**RECORDS FOR THE TASK**.
/---

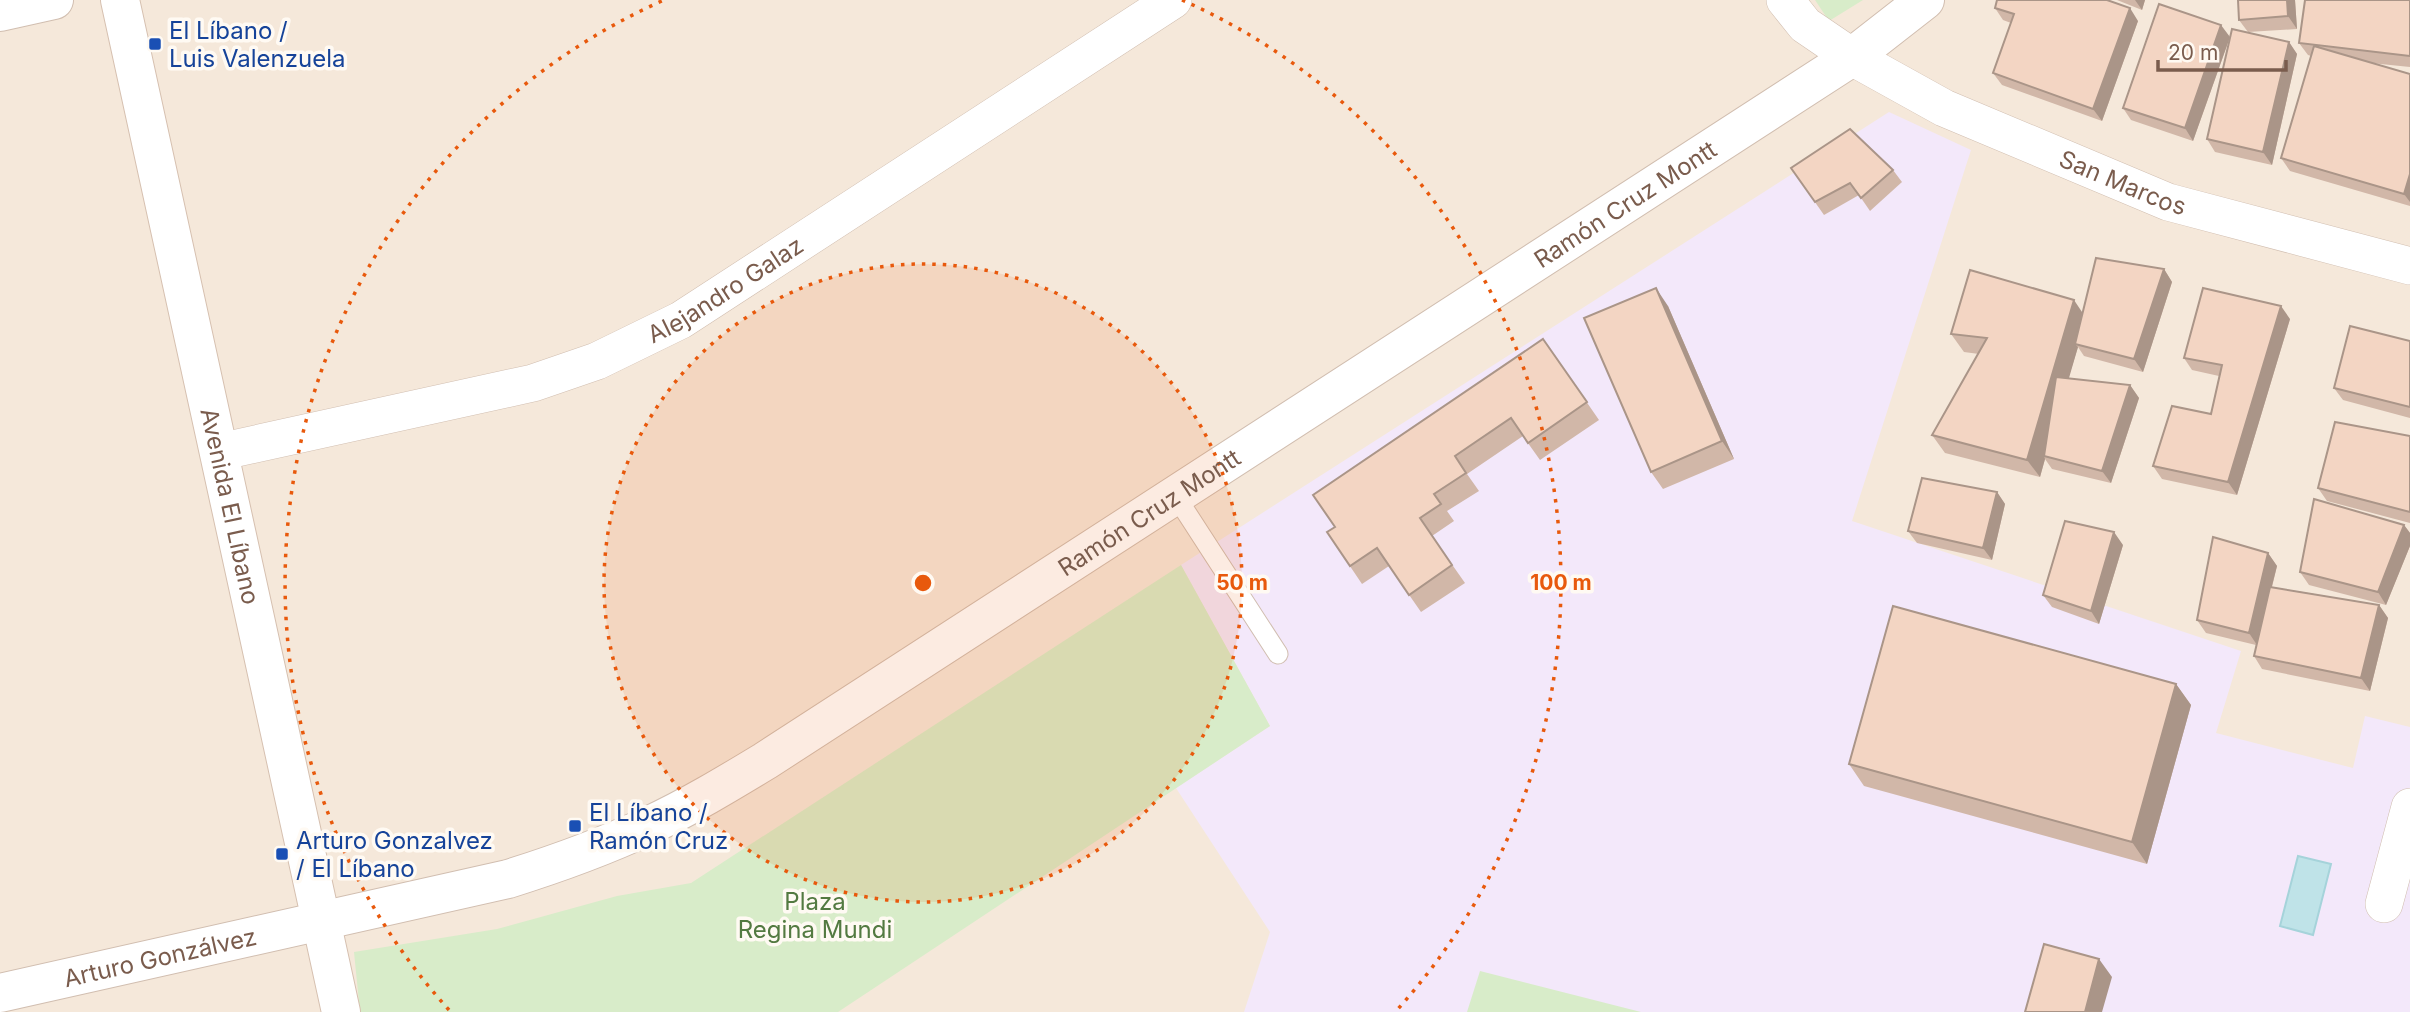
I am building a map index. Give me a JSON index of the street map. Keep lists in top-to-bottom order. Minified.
{"streets":{"street":["San Marcos","Ramón Cruz Montt","Alejandro Galaz","Avenida El Líbano","Arturo Gonzálvez"]},"crossings":[["San Marcos","Ramón Cruz Montt"],["Ramón Cruz Montt","Avenida El Líbano"],["Ramón Cruz Montt","Arturo Gonzálvez"],["Alejandro Galaz","Avenida El Líbano"],["Avenida El Líbano","Arturo Gonzálvez"]],"parks":["Plaza Regina Mundi"],"places":{"transit":["El Líbano / Luis Valenzuela","El Líbano / Ramón Cruz","Arturo Gonzalvez / El Líbano"]},"scale_bar":"20 m","rings":["50 m","100 m"]}
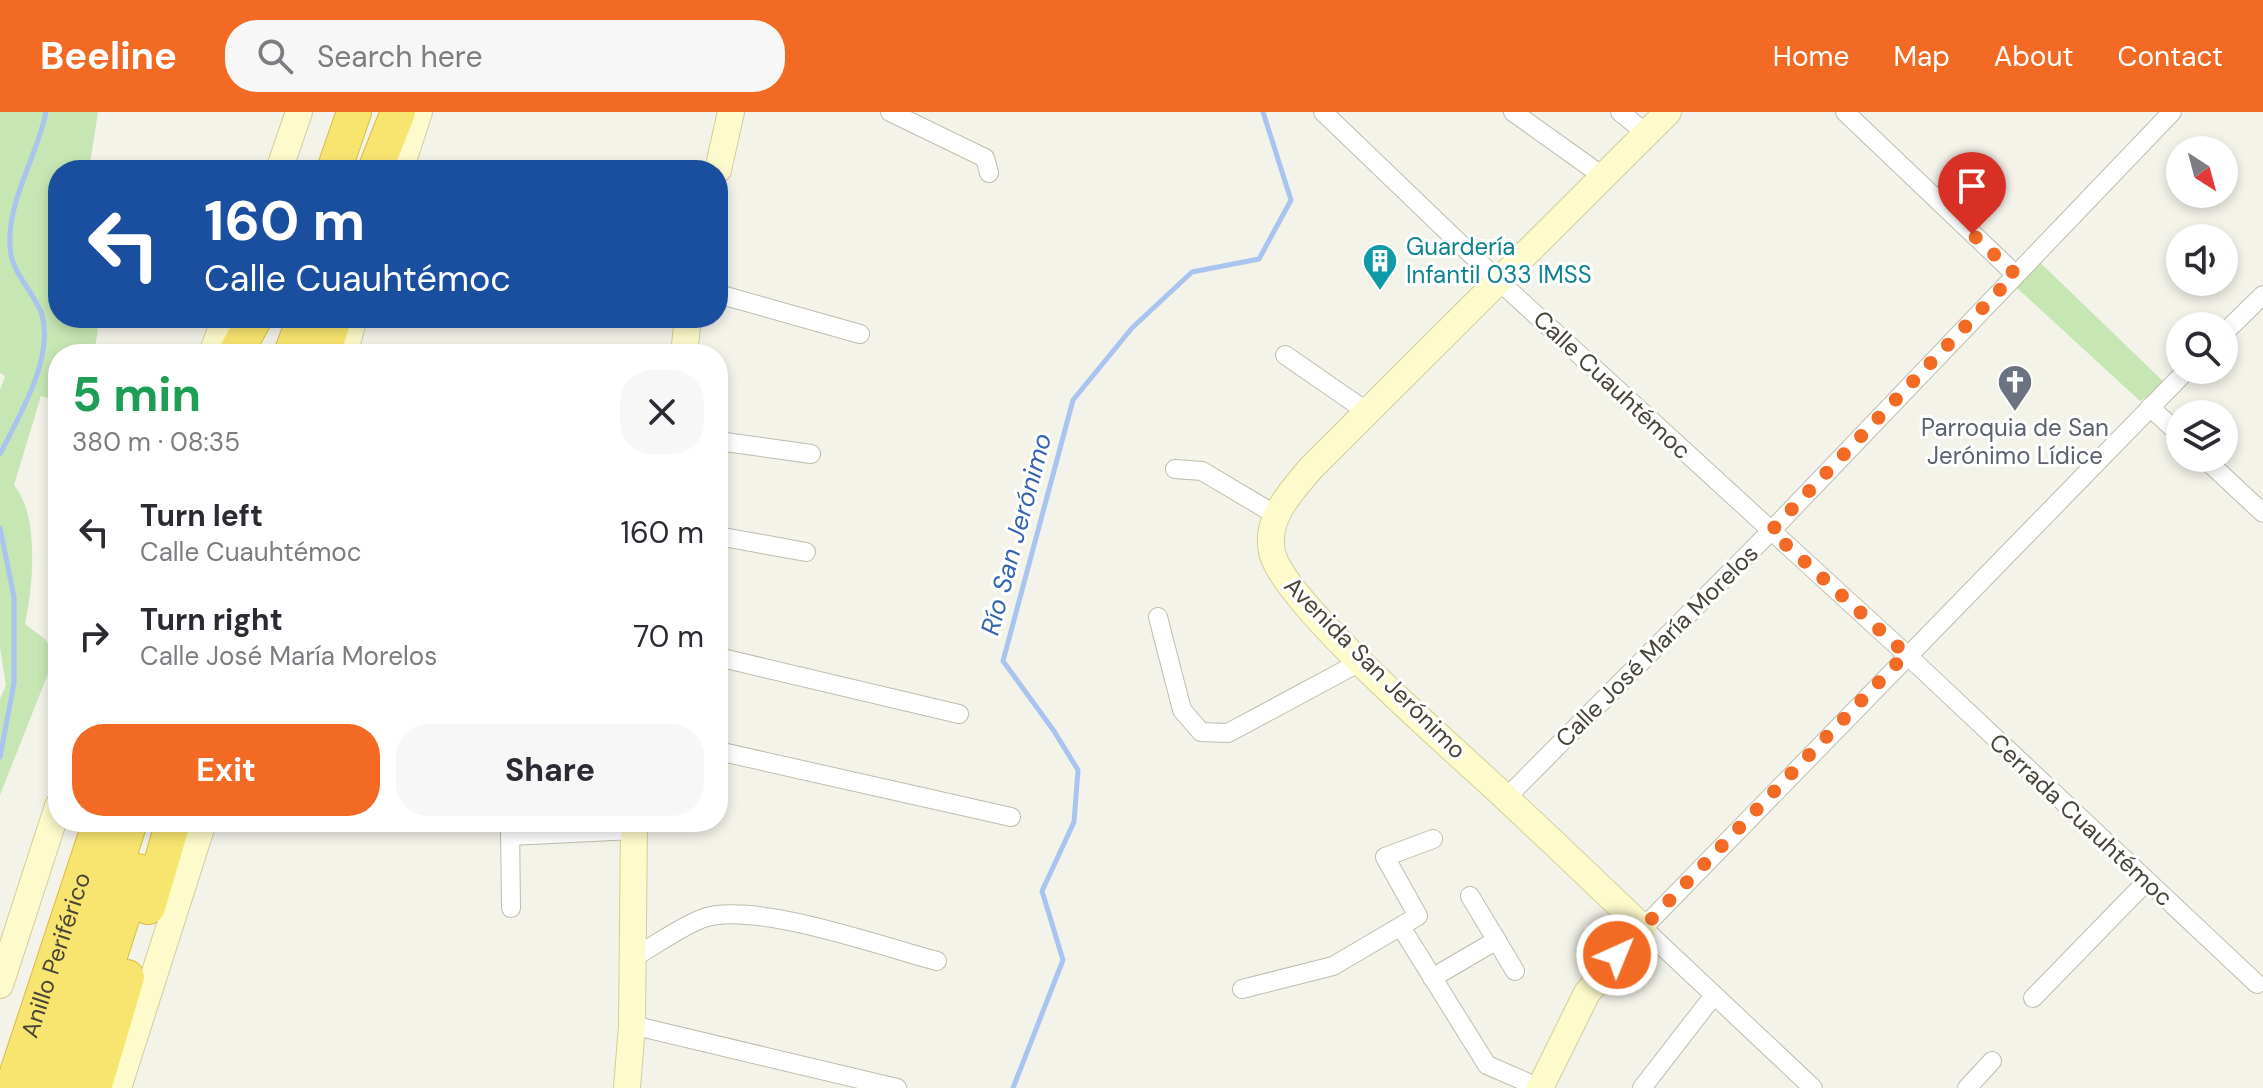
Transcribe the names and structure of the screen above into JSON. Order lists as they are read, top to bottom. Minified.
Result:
{"streets":{"highway":["Anillo Periférico"],"main road":["Avenida San Jerónimo"],"street":["Calle Cuauhtémoc","Calle José María Morelos","Cerrada Cuauhtémoc"]},"crossings":[["Calle Cuauhtémoc","Calle José María Morelos"],["Calle Cuauhtémoc","Cerrada Cuauhtémoc"],["Calle José María Morelos","Avenida San Jerónimo"]],"water":["Río San Jerónimo"],"places":{"building":["Guardería Infantil 033 IMSS"],"church":["Parroquia de San Jerónimo Lídice"]},"north":"bottom right","page":{"header":"Beeline","search":"Search here","nav":["Home","Map","About","Contact"],"turn":["160 m","Calle Cuauhtémoc"],"heading":["5 min","380 m · 08:35"],"list":[{"name":"Turn left","note":"Calle Cuauhtémoc","value":"160 m"},{"name":"Turn right","note":"Calle José María Morelos","value":"70 m"}],"buttons":["Exit","Share"]}}
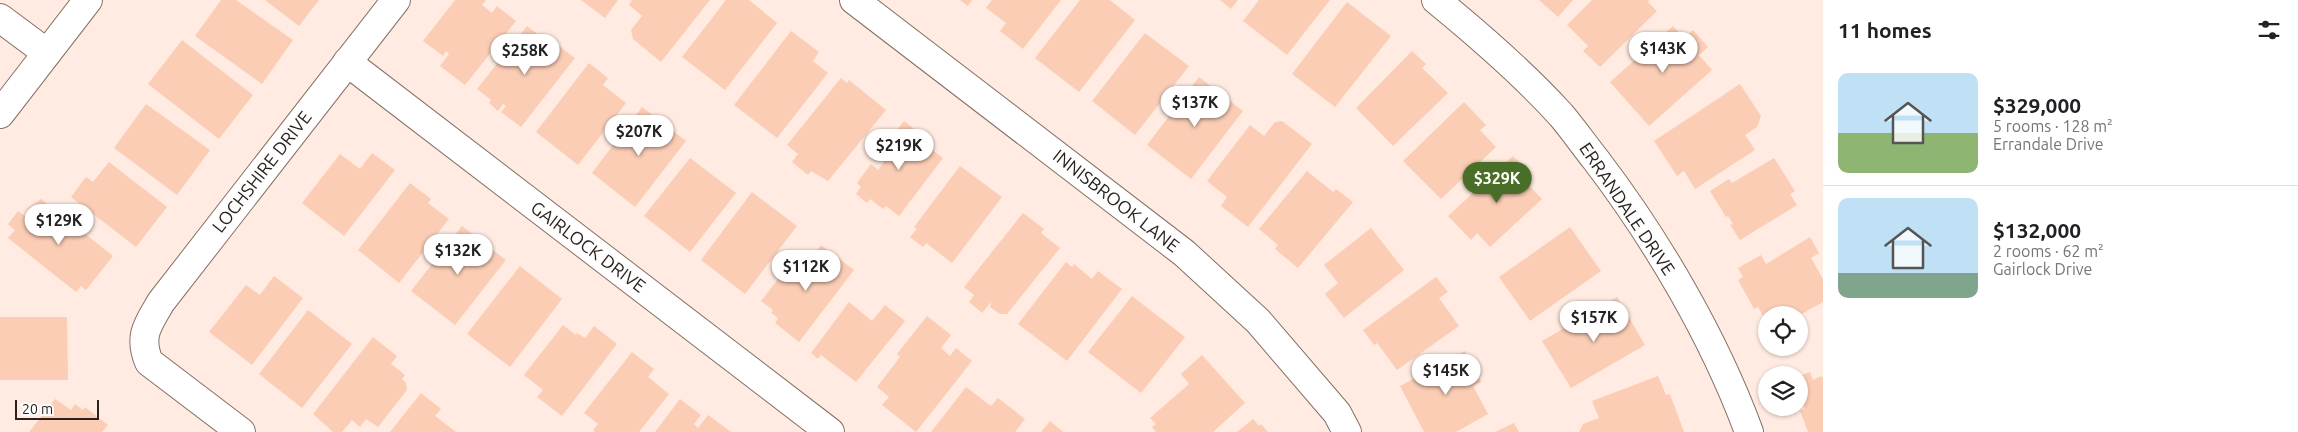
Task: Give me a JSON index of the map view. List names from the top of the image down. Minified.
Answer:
{"streets":{"street":["LOCHSHIRE DRIVE","INNISBROOK LANE","ERRANDALE DRIVE","GAIRLOCK DRIVE"]},"crossings":[["LOCHSHIRE DRIVE","GAIRLOCK DRIVE"]],"scale_bar":"20 m","page":{"heading":"11 homes","price":["$143K","$258K","$137K","$207K","$219K","$329K","$129K","$132K","$112K","$157K","$145K"],"list":[{"name":"$329,000","note":"5 rooms · 128 m² · Errandale Drive"},{"name":"$132,000","note":"2 rooms · 62 m² · Gairlock Drive"}],"scale":"20 m"}}
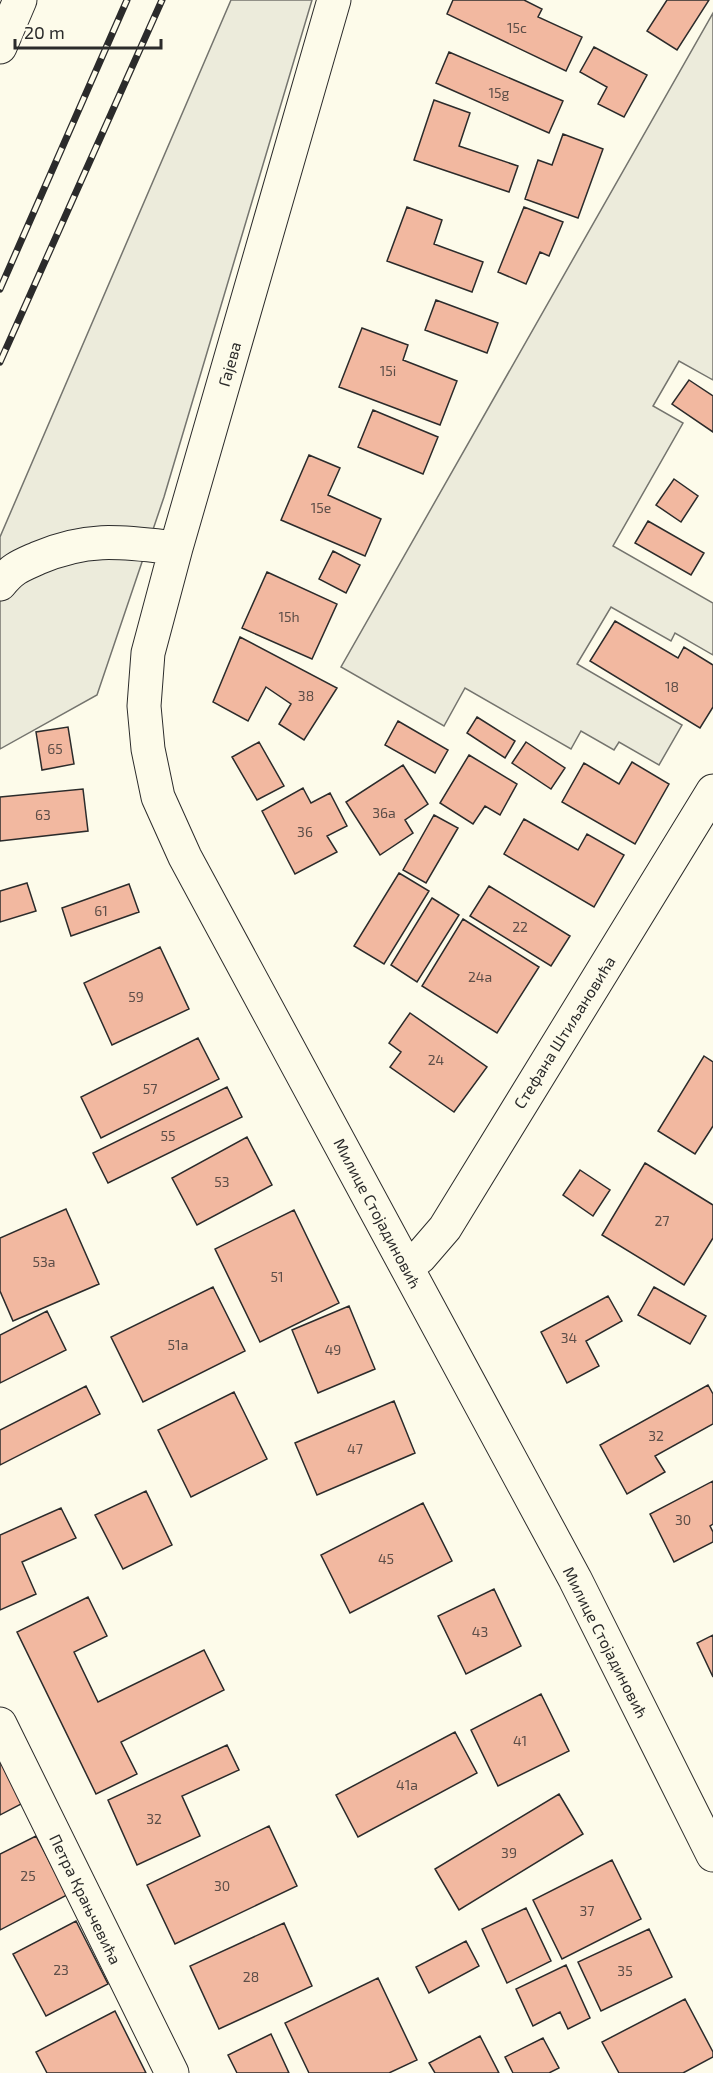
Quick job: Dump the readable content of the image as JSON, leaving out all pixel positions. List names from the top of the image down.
{
  "streets": {
    "street": [
      "Гајева",
      "Стефана Штиљановића",
      "Милице Стојадиновић",
      "Петра Крањчевића"
    ]
  },
  "crossings": [
    ["Гајева", "Милице Стојадиновић"],
    ["Стефана Штиљановића", "Милице Стојадиновић"]
  ],
  "house_numbers": [
    "15c",
    "15g",
    "15i",
    "15e",
    "15h",
    "18",
    "38",
    "65",
    "36a",
    "63",
    "36",
    "61",
    "22",
    "24a",
    "59",
    "24",
    "57",
    "55",
    "53",
    "27",
    "53a",
    "51",
    "34",
    "51a",
    "49",
    "32",
    "47",
    "30",
    "45",
    "43",
    "41",
    "41a",
    "32",
    "39",
    "25",
    "30",
    "37",
    "23",
    "35",
    "28"
  ],
  "scale_bar": "20 m"
}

\---

**WHAT THE EXERCISE ASKS**. Would you restate the listing word for word without its pictures?

**SOLUTION**.
I am building a map index. Give me a JSON index of the street map. Keep lists in top-to-bottom order. Minified.
{"streets":{"street":["San Marcos","Ramón Cruz Montt","Alejandro Galaz","Avenida El Líbano","Arturo Gonzálvez"]},"crossings":[["San Marcos","Ramón Cruz Montt"],["Ramón Cruz Montt","Avenida El Líbano"],["Ramón Cruz Montt","Arturo Gonzálvez"],["Alejandro Galaz","Avenida El Líbano"],["Avenida El Líbano","Arturo Gonzálvez"]],"parks":["Plaza Regina Mundi"],"places":{"transit":["El Líbano / Luis Valenzuela","El Líbano / Ramón Cruz","Arturo Gonzalvez / El Líbano"]},"scale_bar":"20 m","rings":["50 m","100 m"]}
Transcribe the names and structure of the screen above into JSON. Order lists as they are read, top to bottom. Minified.
Result:
{"streets":{"highway":["Anillo Periférico"],"main road":["Avenida San Jerónimo"],"street":["Calle Cuauhtémoc","Calle José María Morelos","Cerrada Cuauhtémoc"]},"crossings":[["Calle Cuauhtémoc","Calle José María Morelos"],["Calle Cuauhtémoc","Cerrada Cuauhtémoc"],["Calle José María Morelos","Avenida San Jerónimo"]],"water":["Río San Jerónimo"],"places":{"building":["Guardería Infantil 033 IMSS"],"church":["Parroquia de San Jerónimo Lídice"]},"north":"bottom right","page":{"header":"Beeline","search":"Search here","nav":["Home","Map","About","Contact"],"turn":["160 m","Calle Cuauhtémoc"],"heading":["5 min","380 m · 08:35"],"list":[{"name":"Turn left","note":"Calle Cuauhtémoc","value":"160 m"},{"name":"Turn right","note":"Calle José María Morelos","value":"70 m"}],"buttons":["Exit","Share"]}}
Task: Give me a JSON index of the map view. List names from the top of the image down. Minified.
Answer:
{"streets":{"street":["LOCHSHIRE DRIVE","INNISBROOK LANE","ERRANDALE DRIVE","GAIRLOCK DRIVE"]},"crossings":[["LOCHSHIRE DRIVE","GAIRLOCK DRIVE"]],"scale_bar":"20 m","page":{"heading":"11 homes","price":["$143K","$258K","$137K","$207K","$219K","$329K","$129K","$132K","$112K","$157K","$145K"],"list":[{"name":"$329,000","note":"5 rooms · 128 m² · Errandale Drive"},{"name":"$132,000","note":"2 rooms · 62 m² · Gairlock Drive"}],"scale":"20 m"}}
Quick job: Dump the readable content of the image as JSON, leaving out all pixel positions. List names from the top of the image down.
{
  "streets": {
    "street": [
      "Гајева",
      "Стефана Штиљановића",
      "Милице Стојадиновић",
      "Петра Крањчевића"
    ]
  },
  "crossings": [
    ["Гајева", "Милице Стојадиновић"],
    ["Стефана Штиљановића", "Милице Стојадиновић"]
  ],
  "house_numbers": [
    "15c",
    "15g",
    "15i",
    "15e",
    "15h",
    "18",
    "38",
    "65",
    "36a",
    "63",
    "36",
    "61",
    "22",
    "24a",
    "59",
    "24",
    "57",
    "55",
    "53",
    "27",
    "53a",
    "51",
    "34",
    "51a",
    "49",
    "32",
    "47",
    "30",
    "45",
    "43",
    "41",
    "41a",
    "32",
    "39",
    "25",
    "30",
    "37",
    "23",
    "35",
    "28"
  ],
  "scale_bar": "20 m"
}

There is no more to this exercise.